MATERIAL FOR THE TASK —

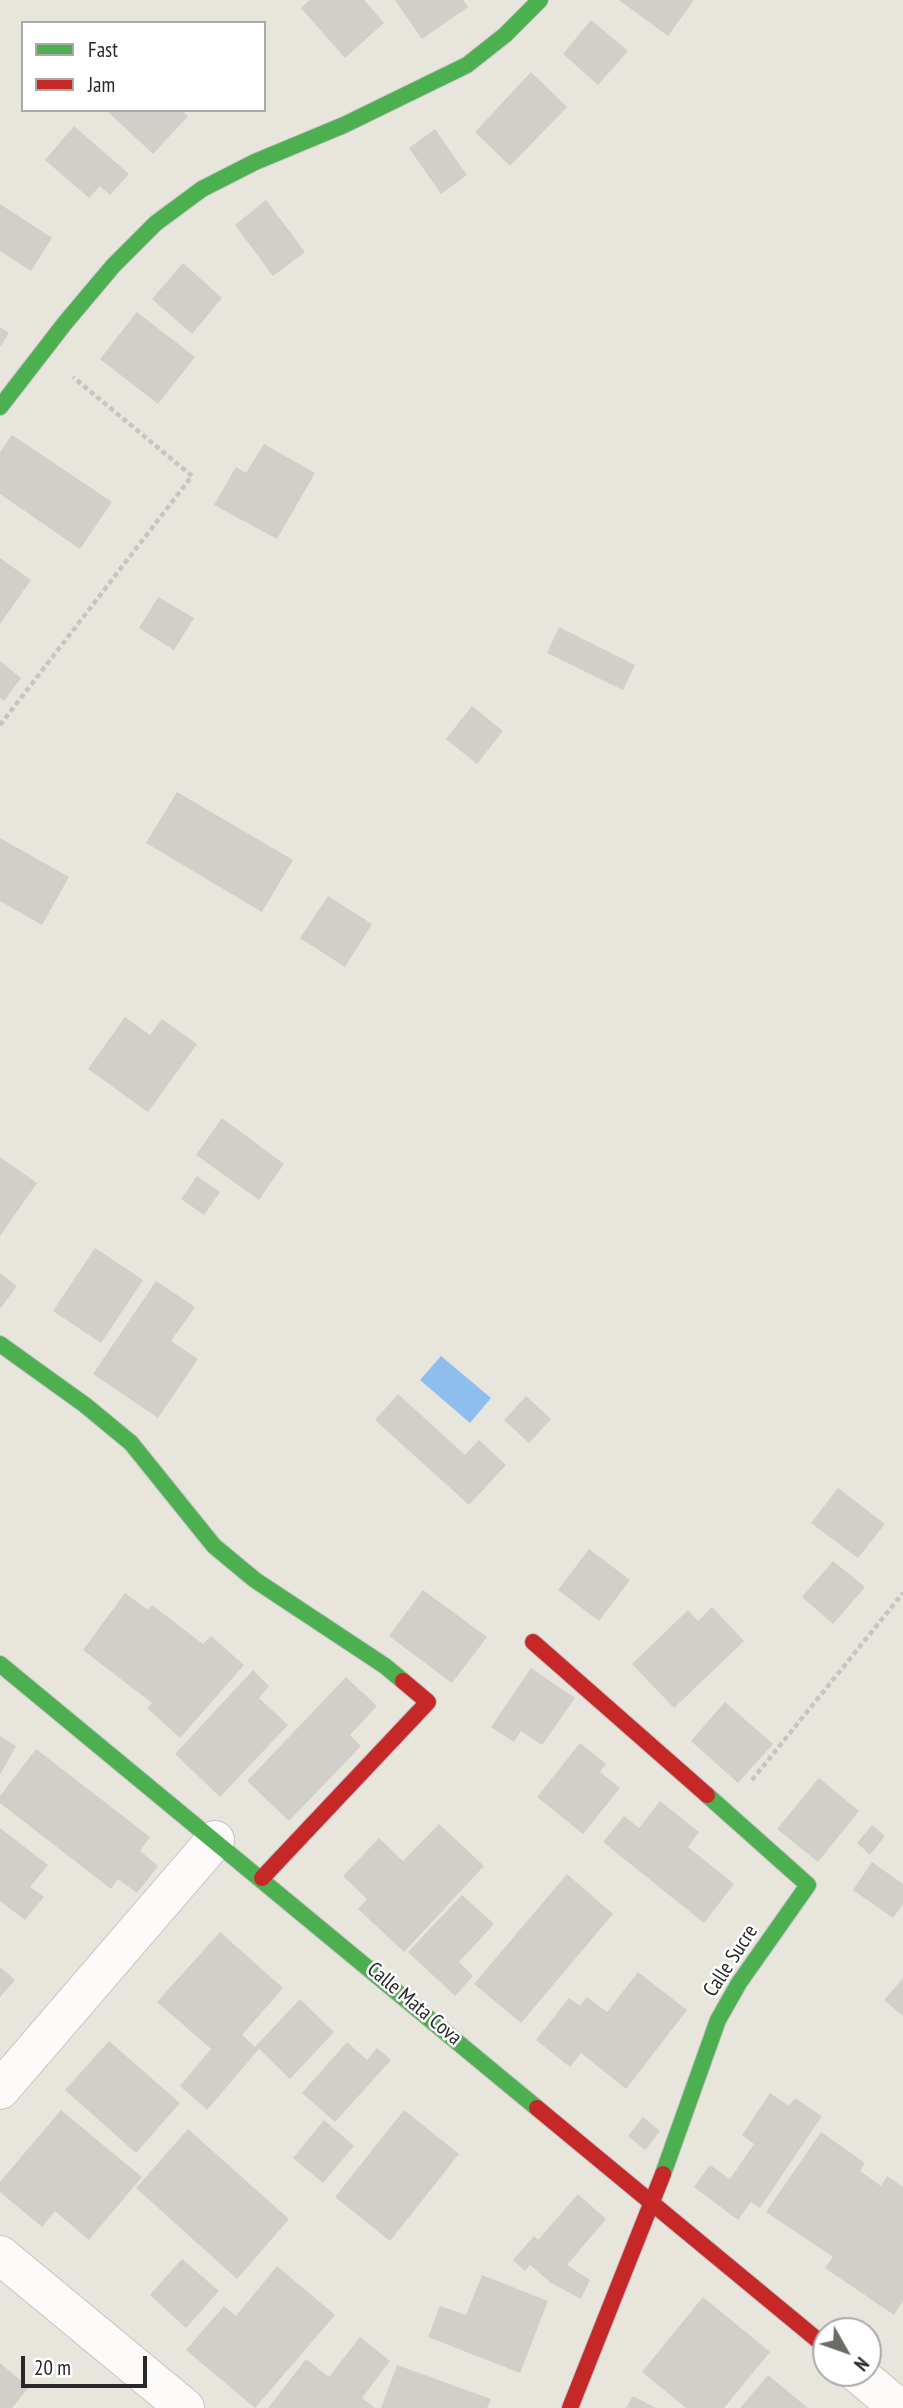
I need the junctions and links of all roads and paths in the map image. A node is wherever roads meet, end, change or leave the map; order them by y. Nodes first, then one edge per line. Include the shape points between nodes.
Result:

---

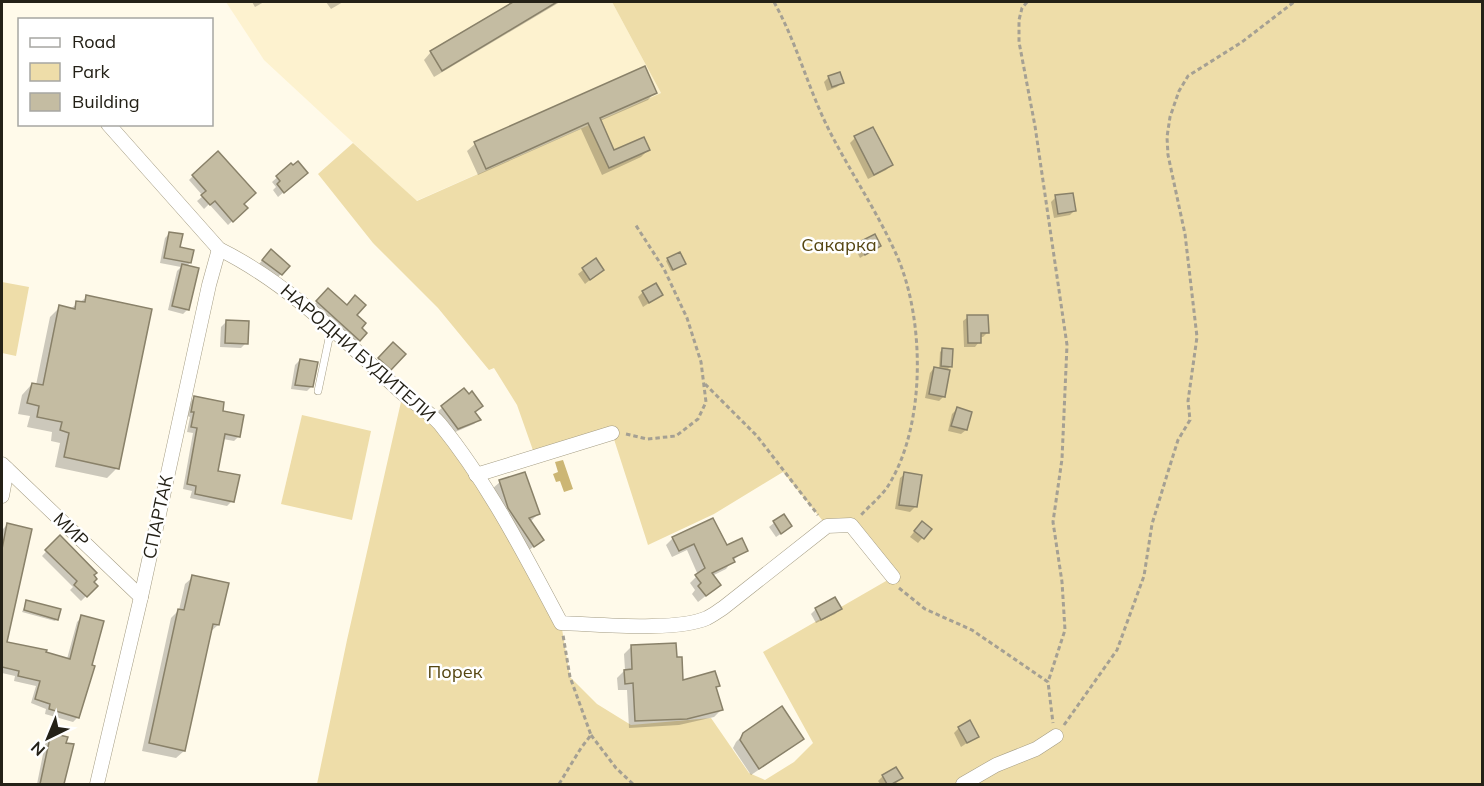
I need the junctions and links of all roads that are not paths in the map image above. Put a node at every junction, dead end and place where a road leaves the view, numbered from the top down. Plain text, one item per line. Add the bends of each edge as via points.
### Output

EXERCISE REQUIREMENTS — In the records, which lines mention the word "links"? Copy those lines.

THE ANSWER —
I need the junctions and links of all roads and paths in the map image. A node is wherever roads meet, end, change or leave the map; order them by y. Nodes first, then one edge per line. Include the shape points between nodes.
I need the junctions and links of all roads that are not paths in the map image above. Put a node at every junction, dead end and place where a road leaves the view, numbered from the top down. Plain text, one item per line. Add the bends of each edge as via points.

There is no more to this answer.